Rick Warren's appearance over the weekend at the Muslim Public Affairs Council conference in Long Beach, Calif., got some attention over what the purpose-driven pastor had to say about gays in light of the controversy that his scheduled appearance at Barack Obama's inauguration has stirred up. "For the media's purpose, I happen to love gays and straights," Warren told the audience, noting that he'd met the musician Melissa Etheridge, a lesbian, backstage at the conference and that he'd long been a fan.
Interesting. But I was struck more by the Warren's appearance as the keynote speaker before the Muslim Public Affairs Council (MPAC), since evangelical figures have been among the nation's most high-profile critics of Islam. Search for "Islam" on Focus on the Family's website and you'll get results mostly on "radical" or "militant" Islam. A poll last year by the Pew Forum for Religion & Public Life showed that white evangelicals take a much dimmer view of Muslims than Americans of other religious traditions:
Among religious groups, white evangelical Protestants stand out for their negative views of Muslims. While roughly half of white mainline Protestants (51 percent) and white Catholics (48 percent) express favorable views of Muslims, only about quarter of white evangelicals (24 percent) say the same. Similar religious divisions are seen in views of Muslim Americans.
I spoke with MPAC executive director Salam Al-Marayati about Muslim-evangelical relations. Excerpts:
Were you surprised that Rick Warren agreed to address the Muslim Public Affairs Council?
The Orange County Muslim community was engaged with his church before this year, so we weren't surprised. He was very open and we met with him after various positive interactions and he agreed to speak at our convention.
Would you say that Warren's willingness to engage with Muslims is representative of the wider evangelical world, or is he an anomaly?
We see the same spirit of constructive engagement with other evangelicals, including Chris Seiple [president of the Institute for Global Engagement] and Joel Hunter, who has one of the largest churches in Florida. We have very positive relationships with the Fuller Seminary.
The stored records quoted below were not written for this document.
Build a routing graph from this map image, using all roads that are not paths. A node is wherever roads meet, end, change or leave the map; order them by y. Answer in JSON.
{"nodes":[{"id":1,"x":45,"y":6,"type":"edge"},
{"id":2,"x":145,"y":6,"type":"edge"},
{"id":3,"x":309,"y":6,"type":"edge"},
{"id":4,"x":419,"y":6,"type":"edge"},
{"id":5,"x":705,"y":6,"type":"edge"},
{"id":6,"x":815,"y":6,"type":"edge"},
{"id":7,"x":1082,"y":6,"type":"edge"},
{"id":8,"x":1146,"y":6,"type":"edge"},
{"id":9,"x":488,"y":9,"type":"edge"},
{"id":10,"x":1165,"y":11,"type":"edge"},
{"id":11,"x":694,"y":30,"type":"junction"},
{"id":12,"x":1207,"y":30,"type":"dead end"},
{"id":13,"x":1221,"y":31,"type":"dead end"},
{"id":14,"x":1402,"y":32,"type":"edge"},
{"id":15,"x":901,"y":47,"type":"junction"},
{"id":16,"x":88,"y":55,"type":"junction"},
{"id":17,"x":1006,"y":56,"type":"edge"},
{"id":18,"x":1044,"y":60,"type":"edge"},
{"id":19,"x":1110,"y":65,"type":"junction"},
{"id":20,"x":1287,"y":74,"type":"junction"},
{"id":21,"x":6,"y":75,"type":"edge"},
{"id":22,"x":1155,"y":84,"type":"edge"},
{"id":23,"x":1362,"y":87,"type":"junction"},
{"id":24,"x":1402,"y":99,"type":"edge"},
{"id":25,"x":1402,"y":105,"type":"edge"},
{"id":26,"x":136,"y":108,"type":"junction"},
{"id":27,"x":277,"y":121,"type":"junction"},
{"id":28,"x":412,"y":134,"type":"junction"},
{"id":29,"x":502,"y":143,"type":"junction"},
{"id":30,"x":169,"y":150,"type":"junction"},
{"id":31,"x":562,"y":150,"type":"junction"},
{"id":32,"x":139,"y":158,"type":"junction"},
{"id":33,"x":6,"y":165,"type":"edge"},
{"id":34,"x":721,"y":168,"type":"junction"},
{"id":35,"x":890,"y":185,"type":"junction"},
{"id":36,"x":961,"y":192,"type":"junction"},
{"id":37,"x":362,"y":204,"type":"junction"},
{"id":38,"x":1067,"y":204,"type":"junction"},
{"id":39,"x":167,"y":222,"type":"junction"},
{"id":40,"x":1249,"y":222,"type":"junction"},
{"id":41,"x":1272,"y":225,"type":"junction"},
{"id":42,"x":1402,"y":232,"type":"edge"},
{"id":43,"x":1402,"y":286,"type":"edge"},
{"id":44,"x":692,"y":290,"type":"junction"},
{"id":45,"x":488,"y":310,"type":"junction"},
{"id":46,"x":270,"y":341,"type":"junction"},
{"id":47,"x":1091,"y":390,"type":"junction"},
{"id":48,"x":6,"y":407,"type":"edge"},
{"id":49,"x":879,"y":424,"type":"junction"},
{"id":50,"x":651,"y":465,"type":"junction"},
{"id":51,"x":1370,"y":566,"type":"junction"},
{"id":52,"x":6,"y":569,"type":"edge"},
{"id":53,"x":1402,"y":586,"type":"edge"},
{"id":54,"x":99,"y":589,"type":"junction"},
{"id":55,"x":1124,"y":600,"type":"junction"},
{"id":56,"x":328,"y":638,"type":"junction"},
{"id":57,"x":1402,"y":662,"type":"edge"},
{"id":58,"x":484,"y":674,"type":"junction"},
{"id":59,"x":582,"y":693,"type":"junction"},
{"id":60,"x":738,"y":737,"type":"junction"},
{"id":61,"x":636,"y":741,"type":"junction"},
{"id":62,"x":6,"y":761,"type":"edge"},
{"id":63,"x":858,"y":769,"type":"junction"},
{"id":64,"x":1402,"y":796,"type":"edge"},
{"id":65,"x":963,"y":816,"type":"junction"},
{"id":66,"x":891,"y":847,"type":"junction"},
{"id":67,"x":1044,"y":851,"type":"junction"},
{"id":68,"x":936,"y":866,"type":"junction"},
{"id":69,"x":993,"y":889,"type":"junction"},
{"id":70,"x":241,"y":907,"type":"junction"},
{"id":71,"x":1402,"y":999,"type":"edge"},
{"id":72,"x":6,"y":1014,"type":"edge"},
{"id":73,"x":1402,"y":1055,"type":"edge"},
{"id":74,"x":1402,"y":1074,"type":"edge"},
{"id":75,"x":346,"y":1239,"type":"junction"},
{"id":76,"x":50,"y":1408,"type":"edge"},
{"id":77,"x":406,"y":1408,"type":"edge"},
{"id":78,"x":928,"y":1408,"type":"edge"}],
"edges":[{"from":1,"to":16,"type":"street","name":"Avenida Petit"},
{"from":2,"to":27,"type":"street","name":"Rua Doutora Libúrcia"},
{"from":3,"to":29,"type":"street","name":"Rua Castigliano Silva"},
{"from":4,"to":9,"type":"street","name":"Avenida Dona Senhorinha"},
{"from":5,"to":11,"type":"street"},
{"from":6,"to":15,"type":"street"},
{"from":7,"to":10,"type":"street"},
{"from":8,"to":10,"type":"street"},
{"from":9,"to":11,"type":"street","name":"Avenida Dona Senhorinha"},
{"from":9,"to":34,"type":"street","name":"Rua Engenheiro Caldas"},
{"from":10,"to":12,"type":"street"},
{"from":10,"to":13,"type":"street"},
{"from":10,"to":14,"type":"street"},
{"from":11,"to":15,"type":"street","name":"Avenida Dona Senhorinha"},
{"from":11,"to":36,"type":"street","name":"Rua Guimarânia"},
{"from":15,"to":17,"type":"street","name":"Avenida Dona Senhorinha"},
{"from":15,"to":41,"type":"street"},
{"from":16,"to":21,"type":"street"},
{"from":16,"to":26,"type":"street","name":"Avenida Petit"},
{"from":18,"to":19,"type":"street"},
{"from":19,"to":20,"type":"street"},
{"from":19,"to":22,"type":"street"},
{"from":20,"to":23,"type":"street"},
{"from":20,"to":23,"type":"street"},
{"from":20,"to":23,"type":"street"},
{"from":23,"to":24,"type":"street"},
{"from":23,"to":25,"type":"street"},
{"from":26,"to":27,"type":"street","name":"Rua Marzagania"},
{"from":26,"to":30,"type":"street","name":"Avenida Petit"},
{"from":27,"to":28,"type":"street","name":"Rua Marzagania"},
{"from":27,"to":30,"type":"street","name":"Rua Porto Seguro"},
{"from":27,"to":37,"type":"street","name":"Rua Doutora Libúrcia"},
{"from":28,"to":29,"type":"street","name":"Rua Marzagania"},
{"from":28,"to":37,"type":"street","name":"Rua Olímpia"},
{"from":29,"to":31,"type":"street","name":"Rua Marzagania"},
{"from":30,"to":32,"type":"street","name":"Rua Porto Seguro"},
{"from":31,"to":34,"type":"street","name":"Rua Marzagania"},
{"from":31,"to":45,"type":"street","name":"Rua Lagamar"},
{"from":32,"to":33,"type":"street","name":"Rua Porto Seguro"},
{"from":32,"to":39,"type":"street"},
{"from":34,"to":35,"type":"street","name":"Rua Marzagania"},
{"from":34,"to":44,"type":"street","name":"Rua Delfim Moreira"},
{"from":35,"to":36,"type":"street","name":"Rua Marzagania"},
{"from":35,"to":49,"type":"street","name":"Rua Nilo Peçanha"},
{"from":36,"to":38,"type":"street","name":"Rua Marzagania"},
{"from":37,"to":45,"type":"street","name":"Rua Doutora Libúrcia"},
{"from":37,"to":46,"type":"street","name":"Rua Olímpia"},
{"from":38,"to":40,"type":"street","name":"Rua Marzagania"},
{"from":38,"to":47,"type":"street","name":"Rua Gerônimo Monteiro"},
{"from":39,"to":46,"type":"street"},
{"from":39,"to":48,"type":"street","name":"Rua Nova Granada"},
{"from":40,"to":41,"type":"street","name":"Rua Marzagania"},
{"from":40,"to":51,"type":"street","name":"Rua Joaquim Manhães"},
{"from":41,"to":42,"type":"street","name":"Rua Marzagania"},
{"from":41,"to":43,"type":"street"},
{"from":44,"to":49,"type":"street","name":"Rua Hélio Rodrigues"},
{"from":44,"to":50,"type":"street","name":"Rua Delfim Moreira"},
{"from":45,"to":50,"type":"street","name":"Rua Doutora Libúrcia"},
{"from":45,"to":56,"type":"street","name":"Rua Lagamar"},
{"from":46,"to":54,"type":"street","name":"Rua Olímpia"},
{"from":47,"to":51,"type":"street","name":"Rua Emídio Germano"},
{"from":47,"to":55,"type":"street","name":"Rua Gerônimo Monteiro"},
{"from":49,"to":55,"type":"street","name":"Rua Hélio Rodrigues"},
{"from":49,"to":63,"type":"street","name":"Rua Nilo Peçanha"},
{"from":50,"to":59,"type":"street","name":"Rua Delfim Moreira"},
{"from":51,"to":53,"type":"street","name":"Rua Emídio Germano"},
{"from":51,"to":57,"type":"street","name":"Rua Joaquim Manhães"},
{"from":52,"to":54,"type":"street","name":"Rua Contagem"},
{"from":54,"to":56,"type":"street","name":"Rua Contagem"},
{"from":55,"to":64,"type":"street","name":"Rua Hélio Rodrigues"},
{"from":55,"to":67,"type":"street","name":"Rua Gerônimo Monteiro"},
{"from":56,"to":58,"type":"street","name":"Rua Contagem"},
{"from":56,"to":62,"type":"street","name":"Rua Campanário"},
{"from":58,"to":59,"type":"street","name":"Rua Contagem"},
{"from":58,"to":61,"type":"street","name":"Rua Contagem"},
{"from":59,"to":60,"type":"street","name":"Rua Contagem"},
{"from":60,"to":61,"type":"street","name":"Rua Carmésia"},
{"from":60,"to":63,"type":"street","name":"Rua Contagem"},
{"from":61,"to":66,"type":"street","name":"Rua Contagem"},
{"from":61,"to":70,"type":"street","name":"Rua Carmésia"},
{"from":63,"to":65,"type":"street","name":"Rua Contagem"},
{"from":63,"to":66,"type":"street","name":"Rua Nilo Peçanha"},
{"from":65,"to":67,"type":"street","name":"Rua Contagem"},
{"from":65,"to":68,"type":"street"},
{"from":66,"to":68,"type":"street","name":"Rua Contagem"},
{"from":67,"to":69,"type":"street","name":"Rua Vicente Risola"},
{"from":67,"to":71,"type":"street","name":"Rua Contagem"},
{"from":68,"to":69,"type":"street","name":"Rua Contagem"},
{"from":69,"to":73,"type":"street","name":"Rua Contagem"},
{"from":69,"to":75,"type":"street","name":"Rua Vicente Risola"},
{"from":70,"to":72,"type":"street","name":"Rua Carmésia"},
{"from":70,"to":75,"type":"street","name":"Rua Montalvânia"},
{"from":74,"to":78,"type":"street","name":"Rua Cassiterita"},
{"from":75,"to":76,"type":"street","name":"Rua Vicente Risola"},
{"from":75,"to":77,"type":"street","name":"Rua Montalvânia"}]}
Are you saying the evangelical voices that publicly condemn Islam are in the minority?
There is a vocal group that includes people like Pat Robertson who have been very negative and that has sown enmity between the Muslims and Christians and has dictated the discourse. But it's the same between Christian extremists and Muslim extremists....
Extremists get the attention and disproportionately influence the relationship with the other. So if we have Muslim extremists causing destruction, they get all the attention and the moderates are dismissed. The criticism is that the moderates aren't speaking out enough. We don't know the percentage [of evangelicals] that Robertson or [Focus on the Family founder] James Dobson represents. They're certainly significant but they are two voices. The rise of people like Rick Warren and Chris Seiple and Joel Hunter has changed that in the last 10 years.... It's a much needed and refreshing phase in terms of Christian-Muslim relations that we're in right now.
The more enmity there is between Christians and Muslims, the more the argument that religion is irrelevant is going to become a reality among Americans. There is a need for religion in terms of peacemaking and dealing with poverty and in dealing with not only the economic crisis but also the spiritual crisis. We need to keep religion relevant.
How do Muslim relations with American evangelicals compare with their relations with other religious traditions?
The other two groups are Catholics and Jews. We have more of a history and have made more advances but have more challenges. We've learned in those experiences that the dialogue must have a social goal. If we go back to theology, there is nothing achievable, nothing to gain. There must be a social commitment with the goal of benefiting society... it's up to God to decide in the next life who's right and wrong.